It seems strange that one of the steps is admitting you have no control over your addiction. I feel like the first step should be deciding that you do. But that kind of self assuredness doesn't really align well with whole surrendering to Jeebus thing.

> It seems strange that one of the steps is admitting you have no control over your addiction. I feel like the first step should be deciding that you do.

If you do, you wouldn't be addicted, now would you?

  • I dunno, but I'm pretty sure Jesus is not controlling my addiction, either.

    • What does that have to do with anything?

      Plenty of atheists have succeeded with AA after failing with everything else.

  • There are people who quit addictions under their own power. So as the parent pointed out, it seems strange to exclude that option from the start.

    • in AA they call those people "dry drunks" instead of "recovering alcoholics".

      if you're in treatment or AA for alcoholism - just as a single example - you're recovering.
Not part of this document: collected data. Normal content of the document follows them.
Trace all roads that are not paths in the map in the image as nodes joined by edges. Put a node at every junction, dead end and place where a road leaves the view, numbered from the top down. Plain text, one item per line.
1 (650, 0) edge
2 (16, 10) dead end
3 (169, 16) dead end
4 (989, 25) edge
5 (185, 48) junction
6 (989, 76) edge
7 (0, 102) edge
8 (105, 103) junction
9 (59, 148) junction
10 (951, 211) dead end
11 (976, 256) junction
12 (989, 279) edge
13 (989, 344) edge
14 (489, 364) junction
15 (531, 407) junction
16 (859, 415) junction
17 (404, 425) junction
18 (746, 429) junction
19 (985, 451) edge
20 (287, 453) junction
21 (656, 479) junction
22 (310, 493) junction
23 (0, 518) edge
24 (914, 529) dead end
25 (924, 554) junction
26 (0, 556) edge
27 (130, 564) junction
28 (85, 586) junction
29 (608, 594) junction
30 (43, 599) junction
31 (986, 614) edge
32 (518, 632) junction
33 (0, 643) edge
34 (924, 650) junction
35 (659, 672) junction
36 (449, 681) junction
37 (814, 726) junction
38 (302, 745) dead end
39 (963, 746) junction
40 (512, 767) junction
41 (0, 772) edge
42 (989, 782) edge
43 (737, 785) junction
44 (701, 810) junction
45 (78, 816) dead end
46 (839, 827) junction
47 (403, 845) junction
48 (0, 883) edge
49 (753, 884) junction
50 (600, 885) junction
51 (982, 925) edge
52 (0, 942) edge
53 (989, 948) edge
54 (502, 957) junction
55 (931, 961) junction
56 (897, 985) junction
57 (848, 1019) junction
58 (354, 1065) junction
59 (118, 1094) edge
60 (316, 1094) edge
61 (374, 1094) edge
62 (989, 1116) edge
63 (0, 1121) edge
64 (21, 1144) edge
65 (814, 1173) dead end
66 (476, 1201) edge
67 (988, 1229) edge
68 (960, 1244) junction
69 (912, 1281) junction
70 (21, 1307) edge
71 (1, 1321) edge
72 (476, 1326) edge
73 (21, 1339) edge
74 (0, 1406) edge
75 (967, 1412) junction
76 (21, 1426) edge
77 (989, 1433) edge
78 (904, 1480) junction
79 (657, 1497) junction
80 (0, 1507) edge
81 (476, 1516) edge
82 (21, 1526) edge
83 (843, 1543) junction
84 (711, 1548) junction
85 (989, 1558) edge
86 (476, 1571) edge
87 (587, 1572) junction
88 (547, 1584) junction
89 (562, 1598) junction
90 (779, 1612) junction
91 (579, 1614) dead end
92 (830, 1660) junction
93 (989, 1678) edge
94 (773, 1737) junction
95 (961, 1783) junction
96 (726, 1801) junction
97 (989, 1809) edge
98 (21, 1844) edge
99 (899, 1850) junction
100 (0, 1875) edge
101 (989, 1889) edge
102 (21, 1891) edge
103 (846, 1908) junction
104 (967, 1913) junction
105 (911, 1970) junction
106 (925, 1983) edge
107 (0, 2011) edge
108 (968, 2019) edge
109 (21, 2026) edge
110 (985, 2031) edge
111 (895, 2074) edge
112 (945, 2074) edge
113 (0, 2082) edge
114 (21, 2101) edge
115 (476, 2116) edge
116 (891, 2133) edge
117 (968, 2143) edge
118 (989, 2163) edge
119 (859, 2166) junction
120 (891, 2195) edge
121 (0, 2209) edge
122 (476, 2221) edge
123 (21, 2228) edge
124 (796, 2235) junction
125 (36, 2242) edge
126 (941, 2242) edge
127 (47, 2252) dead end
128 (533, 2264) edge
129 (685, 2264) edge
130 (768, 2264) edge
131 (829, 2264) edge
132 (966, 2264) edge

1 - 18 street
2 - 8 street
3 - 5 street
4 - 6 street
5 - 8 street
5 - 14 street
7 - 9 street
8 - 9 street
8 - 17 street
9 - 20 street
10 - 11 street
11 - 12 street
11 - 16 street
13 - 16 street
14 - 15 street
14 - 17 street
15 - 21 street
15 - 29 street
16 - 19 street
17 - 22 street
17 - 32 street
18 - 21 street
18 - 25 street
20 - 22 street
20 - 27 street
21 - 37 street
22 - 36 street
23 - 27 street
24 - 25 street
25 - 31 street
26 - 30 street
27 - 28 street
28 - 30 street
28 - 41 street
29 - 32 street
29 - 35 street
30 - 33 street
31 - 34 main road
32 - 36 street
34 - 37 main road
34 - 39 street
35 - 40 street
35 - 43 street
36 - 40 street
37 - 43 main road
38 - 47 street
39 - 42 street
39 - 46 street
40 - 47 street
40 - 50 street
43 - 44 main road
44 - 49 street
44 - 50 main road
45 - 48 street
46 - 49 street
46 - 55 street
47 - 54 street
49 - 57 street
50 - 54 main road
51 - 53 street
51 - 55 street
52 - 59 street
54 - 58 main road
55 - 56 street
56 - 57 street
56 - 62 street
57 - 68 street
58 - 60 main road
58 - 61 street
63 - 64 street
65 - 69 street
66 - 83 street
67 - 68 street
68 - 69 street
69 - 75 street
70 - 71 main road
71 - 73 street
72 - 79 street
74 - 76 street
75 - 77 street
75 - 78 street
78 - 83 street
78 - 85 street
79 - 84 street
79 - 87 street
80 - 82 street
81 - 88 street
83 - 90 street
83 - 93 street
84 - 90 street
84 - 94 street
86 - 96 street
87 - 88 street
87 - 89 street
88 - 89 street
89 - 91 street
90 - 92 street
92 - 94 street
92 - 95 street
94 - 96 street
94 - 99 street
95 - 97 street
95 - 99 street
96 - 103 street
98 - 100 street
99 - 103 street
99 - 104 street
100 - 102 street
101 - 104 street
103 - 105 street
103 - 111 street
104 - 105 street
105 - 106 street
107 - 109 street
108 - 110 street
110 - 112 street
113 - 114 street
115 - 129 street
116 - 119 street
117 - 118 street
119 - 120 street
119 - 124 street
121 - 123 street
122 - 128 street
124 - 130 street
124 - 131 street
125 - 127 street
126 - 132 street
If you're merely "not drinking" then you're not recovering, you're just "not drinking."

      i don't even understand why this is an issue, there are a lot of people where a 12 step program helps them recover; there are in-patient and outpatient care facilities that also can facilitate recovery.

      and yes, some small segment of the population can be a "dry drunk" for the rest of their lives, but thinking you can overcome addiction by yourself is one of the reasons that addiction is prevalent.

      1 reply →

    • Really, everyone who overcomes addiction does it themselves. Friends (imaginary or not) and therapists can motivate but the actual work needs to be done by the person themselves.

      1 reply →

    • there’s a kinda interesting contradiction to your logic.

      someone who can stop under their own willpower doesn’t need help to stop. they don’t need AA, right…?

      so why should AA etc change things to cater for people who don’t need their help?

Admitting you have no control is how you stop having “just 1 drink”… because you don’t have control.

You are taking the “no control” thing too literally.

  • Right, so this all makes sense so long as you don't take it literally, don't think about it too much, and don't pay attention to the words and the things they say. It should be understood more as dadaist sound poetry.

I agree.

Seems like the first step should be understanding that you CAN have control over it, even if you don't currently; and that you have the agency and strength to do that without appeal to some higher power.

The admitting you have no control sounds fatalistic to me and robs you of agency/responsibility. Then you're reliant on some externality or higher power instead of finding it within yourself.

Even those who go for the higher power are ultimately doing it themselves, they've just kidded themselves something else is involved, and if that helps you find that you can have some control over it, then great, I guess?

  • I think this is arguing semantics at this point but a charitable interpretation could be that one does not have control over the addiction and must therefore abstain from taking a particular substance, the abstinence being within the sphere of control of the individual.

    It's the difference between someone who can just drink a beer once in a while and an alcoholic that must abstain completly.

  • I have the same fight in my life... As an atheist I push back pretty hard against any intrusion of religion in my life and depend on myself for pretty much everything, and am also the provider for others. If I'd sit on my behind and pray for good things instead of taking actions, nothing would get done, so I skip the time consuming part of dedicating a part of my life, time, brain power to all these things and instead focus on tangible things anchored in reality.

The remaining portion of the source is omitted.